Installation

Synthesized’s SDK is generally available on PyPi which makes the installation process straight forward.

A licence key is required to use the full version of the package. If you don’t have one, a free 30-day trial licence key will be provided during the installation. See the comparison table for details about the features included in the trial.

Installing the python package

It is assumed that you have Python 3.7+ already installed on a Windows, Linux or MacOS machine.

Before starting, ensure that pip and wheel are installed and up to date.

pip install -U pip wheel

Synthesized can then be installed with pip.

pip install synthesized

Setting the licence key

Once you have installed the package, you’ll need a licence key to run the software. The quickest way to check if the SDK is working is by running the command:

synth-validate

The first time this is run you will be asked if you have a licence key. If you do not have one simply select "no" and the prompts will guide you in acquiring one by entering your email address.

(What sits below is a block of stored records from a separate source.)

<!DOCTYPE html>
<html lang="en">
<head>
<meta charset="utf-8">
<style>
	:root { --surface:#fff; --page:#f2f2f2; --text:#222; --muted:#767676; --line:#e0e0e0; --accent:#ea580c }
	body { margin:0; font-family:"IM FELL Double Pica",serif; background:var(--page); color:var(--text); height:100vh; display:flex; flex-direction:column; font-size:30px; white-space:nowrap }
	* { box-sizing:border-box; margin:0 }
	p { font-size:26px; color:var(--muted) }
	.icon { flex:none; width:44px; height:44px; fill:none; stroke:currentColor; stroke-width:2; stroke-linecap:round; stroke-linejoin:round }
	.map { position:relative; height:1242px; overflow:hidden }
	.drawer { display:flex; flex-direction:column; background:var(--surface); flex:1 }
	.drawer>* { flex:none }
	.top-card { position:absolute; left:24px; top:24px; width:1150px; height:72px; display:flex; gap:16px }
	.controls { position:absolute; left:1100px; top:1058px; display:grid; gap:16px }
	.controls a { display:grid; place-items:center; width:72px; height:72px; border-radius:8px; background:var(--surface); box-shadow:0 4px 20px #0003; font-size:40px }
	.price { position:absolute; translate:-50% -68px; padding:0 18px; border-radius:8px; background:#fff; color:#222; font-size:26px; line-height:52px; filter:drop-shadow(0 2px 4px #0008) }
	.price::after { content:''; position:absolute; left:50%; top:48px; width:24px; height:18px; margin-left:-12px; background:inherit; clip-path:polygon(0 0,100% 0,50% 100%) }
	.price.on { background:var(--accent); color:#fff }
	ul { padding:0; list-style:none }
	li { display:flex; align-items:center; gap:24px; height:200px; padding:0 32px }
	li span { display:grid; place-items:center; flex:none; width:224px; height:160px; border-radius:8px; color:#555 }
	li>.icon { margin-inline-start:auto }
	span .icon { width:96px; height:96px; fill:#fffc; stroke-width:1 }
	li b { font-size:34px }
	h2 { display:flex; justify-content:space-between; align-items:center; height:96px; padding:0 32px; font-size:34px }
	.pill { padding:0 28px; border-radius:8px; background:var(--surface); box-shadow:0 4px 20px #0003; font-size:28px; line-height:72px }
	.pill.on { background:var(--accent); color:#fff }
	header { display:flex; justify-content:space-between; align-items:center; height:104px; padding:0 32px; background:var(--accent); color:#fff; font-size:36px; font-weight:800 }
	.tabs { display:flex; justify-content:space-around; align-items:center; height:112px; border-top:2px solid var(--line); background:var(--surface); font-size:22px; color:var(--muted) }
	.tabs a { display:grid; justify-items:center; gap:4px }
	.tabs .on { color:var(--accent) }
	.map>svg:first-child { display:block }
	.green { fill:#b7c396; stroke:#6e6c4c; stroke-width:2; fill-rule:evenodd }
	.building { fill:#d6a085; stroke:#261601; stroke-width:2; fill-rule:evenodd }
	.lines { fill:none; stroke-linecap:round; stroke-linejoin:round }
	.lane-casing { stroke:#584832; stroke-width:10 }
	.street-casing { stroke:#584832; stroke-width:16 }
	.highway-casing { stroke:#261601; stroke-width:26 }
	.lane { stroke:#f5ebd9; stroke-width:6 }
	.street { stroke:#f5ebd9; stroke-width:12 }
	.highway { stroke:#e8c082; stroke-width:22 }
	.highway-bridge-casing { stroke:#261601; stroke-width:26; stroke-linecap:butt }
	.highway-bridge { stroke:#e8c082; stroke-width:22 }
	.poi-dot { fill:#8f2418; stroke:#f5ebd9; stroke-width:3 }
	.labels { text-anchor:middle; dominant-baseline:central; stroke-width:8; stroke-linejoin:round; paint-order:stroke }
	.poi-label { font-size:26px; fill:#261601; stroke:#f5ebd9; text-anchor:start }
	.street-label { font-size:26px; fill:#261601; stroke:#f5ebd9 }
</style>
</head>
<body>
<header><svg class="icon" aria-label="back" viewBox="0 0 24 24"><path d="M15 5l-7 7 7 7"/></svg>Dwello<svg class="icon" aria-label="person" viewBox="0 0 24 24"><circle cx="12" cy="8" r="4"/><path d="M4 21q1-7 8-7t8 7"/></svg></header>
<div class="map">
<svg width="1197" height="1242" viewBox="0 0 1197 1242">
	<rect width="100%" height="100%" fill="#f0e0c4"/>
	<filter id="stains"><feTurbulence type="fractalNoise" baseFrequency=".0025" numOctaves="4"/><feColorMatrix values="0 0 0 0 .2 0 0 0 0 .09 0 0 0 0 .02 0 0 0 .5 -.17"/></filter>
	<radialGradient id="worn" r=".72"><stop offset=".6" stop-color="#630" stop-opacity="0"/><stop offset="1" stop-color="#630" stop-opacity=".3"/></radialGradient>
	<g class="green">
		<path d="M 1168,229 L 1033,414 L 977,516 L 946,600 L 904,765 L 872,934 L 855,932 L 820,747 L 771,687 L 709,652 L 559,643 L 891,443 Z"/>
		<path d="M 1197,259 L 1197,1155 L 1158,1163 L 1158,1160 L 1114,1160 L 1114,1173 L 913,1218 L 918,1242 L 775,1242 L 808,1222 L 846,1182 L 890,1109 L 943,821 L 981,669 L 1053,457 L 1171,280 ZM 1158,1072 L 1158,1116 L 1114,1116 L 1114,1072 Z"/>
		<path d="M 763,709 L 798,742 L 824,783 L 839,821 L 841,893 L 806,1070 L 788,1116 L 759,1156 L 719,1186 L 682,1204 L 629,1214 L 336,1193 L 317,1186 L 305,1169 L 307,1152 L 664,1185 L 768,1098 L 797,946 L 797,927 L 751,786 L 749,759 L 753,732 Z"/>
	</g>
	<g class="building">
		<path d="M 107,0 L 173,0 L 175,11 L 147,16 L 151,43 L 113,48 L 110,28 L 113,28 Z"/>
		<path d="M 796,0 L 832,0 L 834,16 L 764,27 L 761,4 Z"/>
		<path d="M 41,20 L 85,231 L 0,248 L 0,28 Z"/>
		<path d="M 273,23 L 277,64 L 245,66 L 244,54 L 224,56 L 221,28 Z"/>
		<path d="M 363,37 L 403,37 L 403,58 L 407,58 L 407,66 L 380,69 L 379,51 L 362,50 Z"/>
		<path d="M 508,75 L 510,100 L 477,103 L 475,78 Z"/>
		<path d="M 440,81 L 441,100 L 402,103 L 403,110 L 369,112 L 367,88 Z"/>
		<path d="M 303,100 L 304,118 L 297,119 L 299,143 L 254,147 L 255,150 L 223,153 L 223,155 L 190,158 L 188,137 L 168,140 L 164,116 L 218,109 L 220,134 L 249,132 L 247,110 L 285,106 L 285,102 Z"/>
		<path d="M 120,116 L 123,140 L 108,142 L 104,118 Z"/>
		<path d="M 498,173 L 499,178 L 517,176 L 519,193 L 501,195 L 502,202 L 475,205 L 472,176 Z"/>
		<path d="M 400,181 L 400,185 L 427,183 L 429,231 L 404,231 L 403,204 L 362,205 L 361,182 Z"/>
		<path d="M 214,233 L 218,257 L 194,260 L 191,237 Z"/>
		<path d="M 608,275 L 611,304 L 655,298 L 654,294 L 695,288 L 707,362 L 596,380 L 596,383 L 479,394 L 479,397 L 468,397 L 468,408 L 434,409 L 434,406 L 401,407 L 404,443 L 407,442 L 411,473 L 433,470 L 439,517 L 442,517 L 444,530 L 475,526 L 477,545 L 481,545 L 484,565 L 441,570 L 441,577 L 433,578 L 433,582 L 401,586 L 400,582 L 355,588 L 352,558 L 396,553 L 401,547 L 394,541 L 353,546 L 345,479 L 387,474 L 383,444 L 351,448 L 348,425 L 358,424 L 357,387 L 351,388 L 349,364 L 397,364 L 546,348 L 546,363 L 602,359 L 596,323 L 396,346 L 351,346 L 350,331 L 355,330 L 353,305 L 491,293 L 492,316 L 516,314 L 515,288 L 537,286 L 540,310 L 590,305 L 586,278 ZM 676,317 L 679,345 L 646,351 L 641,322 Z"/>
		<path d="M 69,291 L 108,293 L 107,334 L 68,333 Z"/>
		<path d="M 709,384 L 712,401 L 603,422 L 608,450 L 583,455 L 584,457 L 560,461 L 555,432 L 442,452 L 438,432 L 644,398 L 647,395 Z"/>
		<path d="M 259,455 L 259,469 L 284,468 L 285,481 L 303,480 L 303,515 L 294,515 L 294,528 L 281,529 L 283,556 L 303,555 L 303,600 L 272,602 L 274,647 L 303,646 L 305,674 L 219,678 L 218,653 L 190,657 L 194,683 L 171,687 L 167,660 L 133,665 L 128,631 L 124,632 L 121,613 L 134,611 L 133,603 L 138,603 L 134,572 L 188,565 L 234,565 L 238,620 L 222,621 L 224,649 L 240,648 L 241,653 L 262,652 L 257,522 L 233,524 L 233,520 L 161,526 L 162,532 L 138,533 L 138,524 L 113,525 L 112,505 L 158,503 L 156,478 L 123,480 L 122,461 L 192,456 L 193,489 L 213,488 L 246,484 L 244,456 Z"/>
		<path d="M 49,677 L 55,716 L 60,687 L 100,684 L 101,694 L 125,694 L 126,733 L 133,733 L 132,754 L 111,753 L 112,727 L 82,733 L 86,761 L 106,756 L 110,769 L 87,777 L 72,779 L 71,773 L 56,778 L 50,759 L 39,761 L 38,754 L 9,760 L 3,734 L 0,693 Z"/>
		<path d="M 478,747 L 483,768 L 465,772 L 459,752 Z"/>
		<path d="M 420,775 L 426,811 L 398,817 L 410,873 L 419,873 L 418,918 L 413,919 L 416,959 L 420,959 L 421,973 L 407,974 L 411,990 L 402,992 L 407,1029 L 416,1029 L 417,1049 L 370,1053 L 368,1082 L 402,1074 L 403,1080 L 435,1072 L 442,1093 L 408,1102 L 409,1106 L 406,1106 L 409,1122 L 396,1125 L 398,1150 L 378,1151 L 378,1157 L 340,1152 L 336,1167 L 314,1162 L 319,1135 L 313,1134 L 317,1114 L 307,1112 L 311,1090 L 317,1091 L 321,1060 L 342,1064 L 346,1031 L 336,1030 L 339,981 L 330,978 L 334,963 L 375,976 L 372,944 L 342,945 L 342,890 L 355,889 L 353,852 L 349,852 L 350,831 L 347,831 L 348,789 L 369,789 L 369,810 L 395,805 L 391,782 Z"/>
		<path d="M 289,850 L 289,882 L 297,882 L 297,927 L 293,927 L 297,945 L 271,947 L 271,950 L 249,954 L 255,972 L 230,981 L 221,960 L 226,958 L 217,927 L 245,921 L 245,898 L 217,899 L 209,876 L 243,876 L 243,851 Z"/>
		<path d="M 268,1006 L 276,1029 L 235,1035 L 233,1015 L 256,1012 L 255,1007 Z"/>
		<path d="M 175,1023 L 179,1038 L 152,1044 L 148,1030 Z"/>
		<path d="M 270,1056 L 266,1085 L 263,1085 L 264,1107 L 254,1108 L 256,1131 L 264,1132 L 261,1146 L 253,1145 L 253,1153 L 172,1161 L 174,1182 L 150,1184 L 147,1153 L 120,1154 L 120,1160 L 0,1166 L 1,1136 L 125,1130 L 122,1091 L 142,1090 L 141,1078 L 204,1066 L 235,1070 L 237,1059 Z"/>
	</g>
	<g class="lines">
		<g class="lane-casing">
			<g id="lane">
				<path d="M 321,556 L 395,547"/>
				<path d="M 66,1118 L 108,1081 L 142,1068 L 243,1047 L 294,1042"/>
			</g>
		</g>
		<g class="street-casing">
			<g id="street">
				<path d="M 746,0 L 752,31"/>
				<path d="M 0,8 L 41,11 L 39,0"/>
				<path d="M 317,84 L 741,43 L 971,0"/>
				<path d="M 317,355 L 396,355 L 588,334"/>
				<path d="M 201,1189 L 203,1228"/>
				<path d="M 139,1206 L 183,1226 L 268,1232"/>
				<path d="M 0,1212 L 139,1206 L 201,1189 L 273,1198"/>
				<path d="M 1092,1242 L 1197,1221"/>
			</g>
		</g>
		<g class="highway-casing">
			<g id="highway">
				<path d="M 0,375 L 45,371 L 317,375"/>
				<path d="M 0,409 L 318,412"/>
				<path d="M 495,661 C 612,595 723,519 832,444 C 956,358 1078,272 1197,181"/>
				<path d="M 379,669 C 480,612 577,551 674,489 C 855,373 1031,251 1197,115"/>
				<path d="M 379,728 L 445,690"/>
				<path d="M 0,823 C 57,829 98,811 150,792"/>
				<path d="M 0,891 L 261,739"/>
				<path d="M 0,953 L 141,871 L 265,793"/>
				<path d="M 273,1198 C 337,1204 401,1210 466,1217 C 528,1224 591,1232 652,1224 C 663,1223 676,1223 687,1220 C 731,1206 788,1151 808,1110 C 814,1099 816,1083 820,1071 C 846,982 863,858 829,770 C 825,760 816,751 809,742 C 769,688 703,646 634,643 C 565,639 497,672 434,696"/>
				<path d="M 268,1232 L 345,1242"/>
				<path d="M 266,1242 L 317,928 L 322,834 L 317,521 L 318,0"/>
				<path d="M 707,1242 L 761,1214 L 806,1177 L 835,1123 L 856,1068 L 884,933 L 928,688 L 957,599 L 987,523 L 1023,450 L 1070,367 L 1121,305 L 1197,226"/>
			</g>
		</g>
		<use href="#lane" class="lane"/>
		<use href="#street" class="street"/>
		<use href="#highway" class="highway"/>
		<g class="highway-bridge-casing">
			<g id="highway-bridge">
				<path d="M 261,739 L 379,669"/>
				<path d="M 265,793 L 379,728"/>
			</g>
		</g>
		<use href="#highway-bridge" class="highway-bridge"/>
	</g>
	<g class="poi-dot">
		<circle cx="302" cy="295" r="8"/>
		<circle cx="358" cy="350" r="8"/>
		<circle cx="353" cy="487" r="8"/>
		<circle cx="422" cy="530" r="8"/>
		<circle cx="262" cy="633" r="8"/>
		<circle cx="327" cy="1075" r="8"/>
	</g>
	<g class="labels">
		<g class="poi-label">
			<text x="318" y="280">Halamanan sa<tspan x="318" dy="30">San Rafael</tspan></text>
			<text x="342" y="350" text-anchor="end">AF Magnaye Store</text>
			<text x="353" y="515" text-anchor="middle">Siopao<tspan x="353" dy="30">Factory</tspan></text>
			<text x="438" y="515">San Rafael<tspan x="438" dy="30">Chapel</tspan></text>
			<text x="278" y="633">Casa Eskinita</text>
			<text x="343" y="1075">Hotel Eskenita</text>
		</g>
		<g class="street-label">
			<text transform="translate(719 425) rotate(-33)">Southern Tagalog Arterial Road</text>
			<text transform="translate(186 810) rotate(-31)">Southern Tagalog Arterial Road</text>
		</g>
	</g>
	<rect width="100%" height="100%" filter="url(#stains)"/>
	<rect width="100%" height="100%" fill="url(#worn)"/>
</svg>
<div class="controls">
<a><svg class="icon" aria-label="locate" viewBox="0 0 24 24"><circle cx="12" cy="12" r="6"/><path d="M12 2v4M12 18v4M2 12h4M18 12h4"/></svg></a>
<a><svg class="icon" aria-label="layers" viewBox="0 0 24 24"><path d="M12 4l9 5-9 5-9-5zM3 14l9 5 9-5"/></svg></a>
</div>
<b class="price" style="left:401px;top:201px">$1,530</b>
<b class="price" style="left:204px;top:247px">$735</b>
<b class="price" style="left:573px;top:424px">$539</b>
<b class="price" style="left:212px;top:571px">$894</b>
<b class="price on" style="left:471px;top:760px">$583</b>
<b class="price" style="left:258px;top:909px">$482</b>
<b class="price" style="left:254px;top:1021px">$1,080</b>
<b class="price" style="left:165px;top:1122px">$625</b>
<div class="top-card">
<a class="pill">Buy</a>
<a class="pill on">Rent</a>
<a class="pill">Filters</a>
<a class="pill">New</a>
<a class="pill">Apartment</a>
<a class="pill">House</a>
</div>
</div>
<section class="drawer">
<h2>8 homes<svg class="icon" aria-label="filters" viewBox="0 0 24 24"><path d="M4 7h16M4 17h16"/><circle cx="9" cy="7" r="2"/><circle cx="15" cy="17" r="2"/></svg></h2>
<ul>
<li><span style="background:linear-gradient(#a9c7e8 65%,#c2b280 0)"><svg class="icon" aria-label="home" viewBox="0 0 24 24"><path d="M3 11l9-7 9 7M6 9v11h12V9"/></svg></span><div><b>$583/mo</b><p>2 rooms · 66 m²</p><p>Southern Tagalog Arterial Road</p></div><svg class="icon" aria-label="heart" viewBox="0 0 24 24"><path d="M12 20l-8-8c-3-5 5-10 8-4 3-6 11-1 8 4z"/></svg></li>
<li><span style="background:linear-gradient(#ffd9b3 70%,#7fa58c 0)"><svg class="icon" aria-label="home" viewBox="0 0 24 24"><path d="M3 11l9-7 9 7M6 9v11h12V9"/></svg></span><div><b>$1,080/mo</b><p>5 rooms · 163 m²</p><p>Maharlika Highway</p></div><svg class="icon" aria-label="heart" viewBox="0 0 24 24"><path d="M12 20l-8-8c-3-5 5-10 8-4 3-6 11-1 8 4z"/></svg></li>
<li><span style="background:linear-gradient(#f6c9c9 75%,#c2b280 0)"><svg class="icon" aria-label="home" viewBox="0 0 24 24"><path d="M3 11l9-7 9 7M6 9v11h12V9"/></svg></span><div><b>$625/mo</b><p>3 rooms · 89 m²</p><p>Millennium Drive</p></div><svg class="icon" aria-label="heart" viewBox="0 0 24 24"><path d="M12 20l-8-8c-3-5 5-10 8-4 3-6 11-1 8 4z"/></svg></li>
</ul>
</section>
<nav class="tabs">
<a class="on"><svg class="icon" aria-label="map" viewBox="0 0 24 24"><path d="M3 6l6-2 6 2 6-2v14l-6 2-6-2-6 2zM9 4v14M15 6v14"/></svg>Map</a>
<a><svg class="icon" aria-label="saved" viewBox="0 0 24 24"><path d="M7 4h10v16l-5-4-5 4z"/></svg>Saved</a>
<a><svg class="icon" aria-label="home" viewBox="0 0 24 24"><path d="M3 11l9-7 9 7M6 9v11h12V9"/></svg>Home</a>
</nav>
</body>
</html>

Once you have set your licence key, the SDK will briefly verify the installation was successful.

With the SDK installed you are now able to get synthesizing! Check out our quickstarts or feature guides for ways that the SDK can be put to use.

Free vs Paid versions

The table below outlines the differences between the free and paid versions of the SDK. Please contact us for more information about obtaining a full licence key.

Free Paid

Licence length

30-day licence

Annual or multi-year

Maximum Dataset Size

25 columns

Unlimited

Runs offline

Data Rebalancing

Data Imputing

Data Types

String

Integer

Float

Boolean

Datetime

Timestamp

Person

Address

FormattedString

JSON

Privacy-Masking

Privacy-Preserving Synthesis

Differential privacy

Strict synthesis

Time-Series Synthesis

Regular

Event-based

Dependencies

Below are the minimum dependencies required to run the SDK.

Package Version

faker

>=8.0

matplotlib

>=3.4

numpy

>=1.19.2

pandas

<2.0, >=1.3

prompt-toolkit

>=3.0

PyYAML

>=5.2

rsa

>=4.7

rstr

>=2.2

scikit_learn

>=0.23

scipy

>=1.5

seaborn

>=0.11

synthesized_insight

>=0.5

tensorflow

>=2.6

yamale

>=4.0.4

There is no explicit limit for the size of a dataset, this is limited by the size of the RAM on the machine running the processing. More information can be found in the Benchmarks section.

The library can use a GPU but it is not required.